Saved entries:
◇ ◇ ◇ ◇ ◇ ◇ ◇

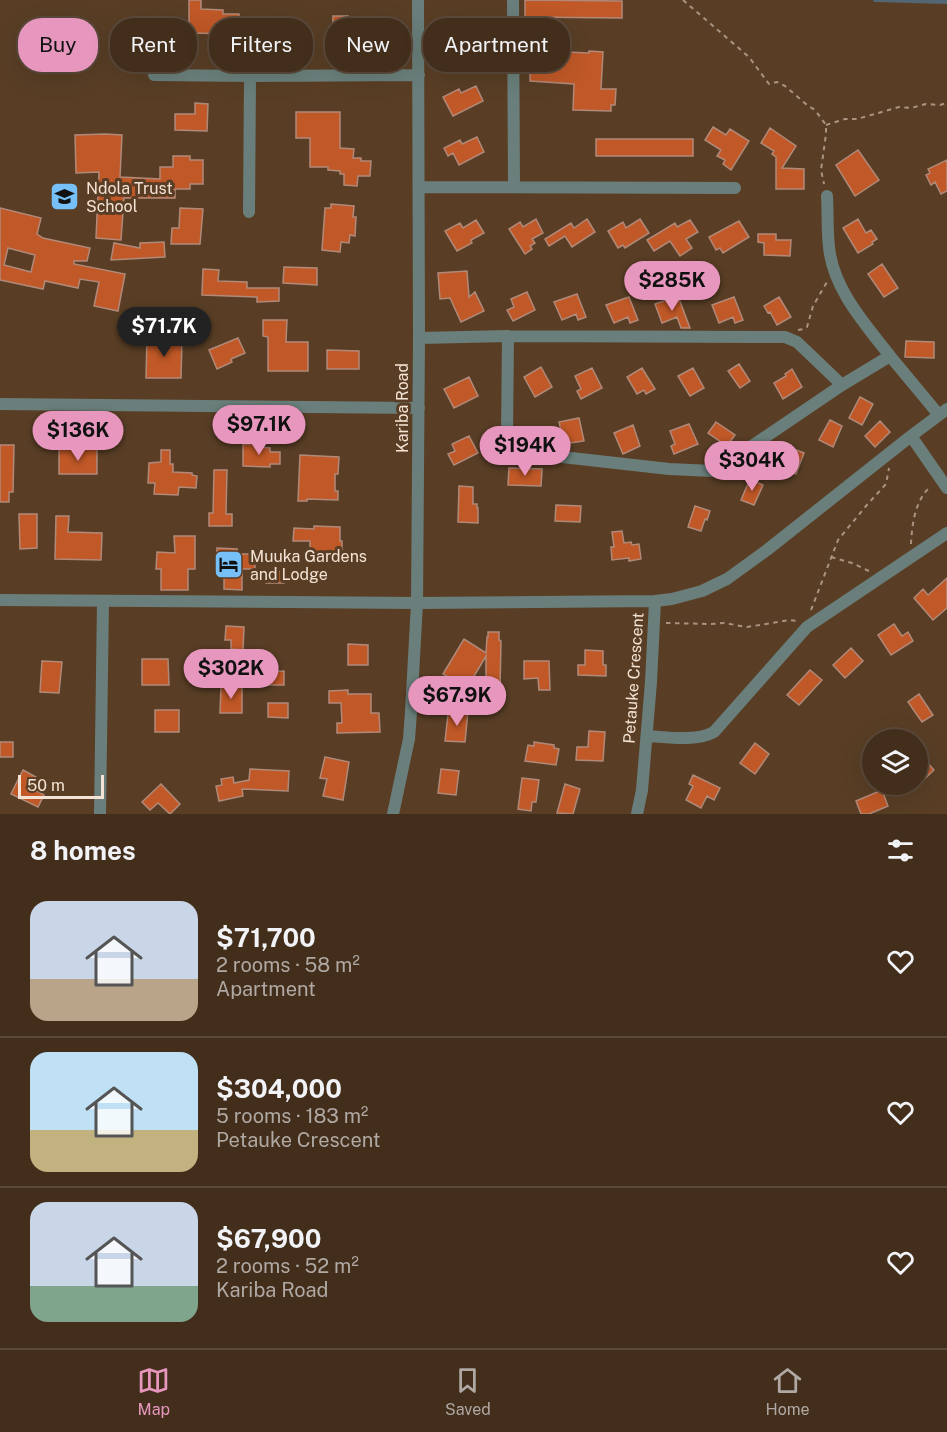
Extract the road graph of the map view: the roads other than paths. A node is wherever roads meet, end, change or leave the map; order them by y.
1 (418, 0) edge
2 (513, 0) edge
3 (154, 75) dead end
4 (419, 75) junction
5 (250, 76) junction
6 (419, 187) junction
7 (514, 187) junction
8 (735, 188) dead end
9 (827, 195) road end
10 (249, 212) dead end
11 (508, 336) junction
12 (419, 338) junction
13 (890, 356) junction
14 (842, 385) junction
15 (0, 405) edge
16 (419, 408) junction
17 (943, 412) edge
18 (911, 436) junction
19 (943, 483) edge
20 (947, 533) edge
21 (0, 600) edge
22 (103, 602) junction
23 (655, 602) junction
24 (417, 603) junction
25 (647, 736) junction
26 (101, 814) edge
27 (393, 814) edge
28 (637, 814) edge

1 - 4 street, Kariba Road
2 - 7 street
3 - 5 street
4 - 5 street
4 - 6 street, Kariba Road
5 - 10 street
6 - 7 street
6 - 12 street, Kariba Road
7 - 8 street
9 - 13 street
11 - 12 street
11 - 14 street
11 - 14 street
12 - 16 street, Kariba Road
13 - 14 street
13 - 17 street
15 - 16 street
16 - 24 street, Kariba Road
17 - 18 street, Petauke Crescent
18 - 19 street
18 - 23 street, Petauke Crescent
20 - 25 street
21 - 22 street
22 - 24 street
22 - 26 street
23 - 24 street
23 - 25 street, Petauke Crescent
24 - 27 street, Kariba Road
25 - 28 street, Petauke Crescent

◇ ◇ ◇ ◇ ◇ ◇ ◇

§ WHAT IS BEING ASKED
Among the records above, find the lines that contain "edge" and copy every one.

§ OUTPUT OF THE TASK
1 (418, 0) edge
2 (513, 0) edge
15 (0, 405) edge
17 (943, 412) edge
19 (943, 483) edge
20 (947, 533) edge
21 (0, 600) edge
26 (101, 814) edge
27 (393, 814) edge
28 (637, 814) edge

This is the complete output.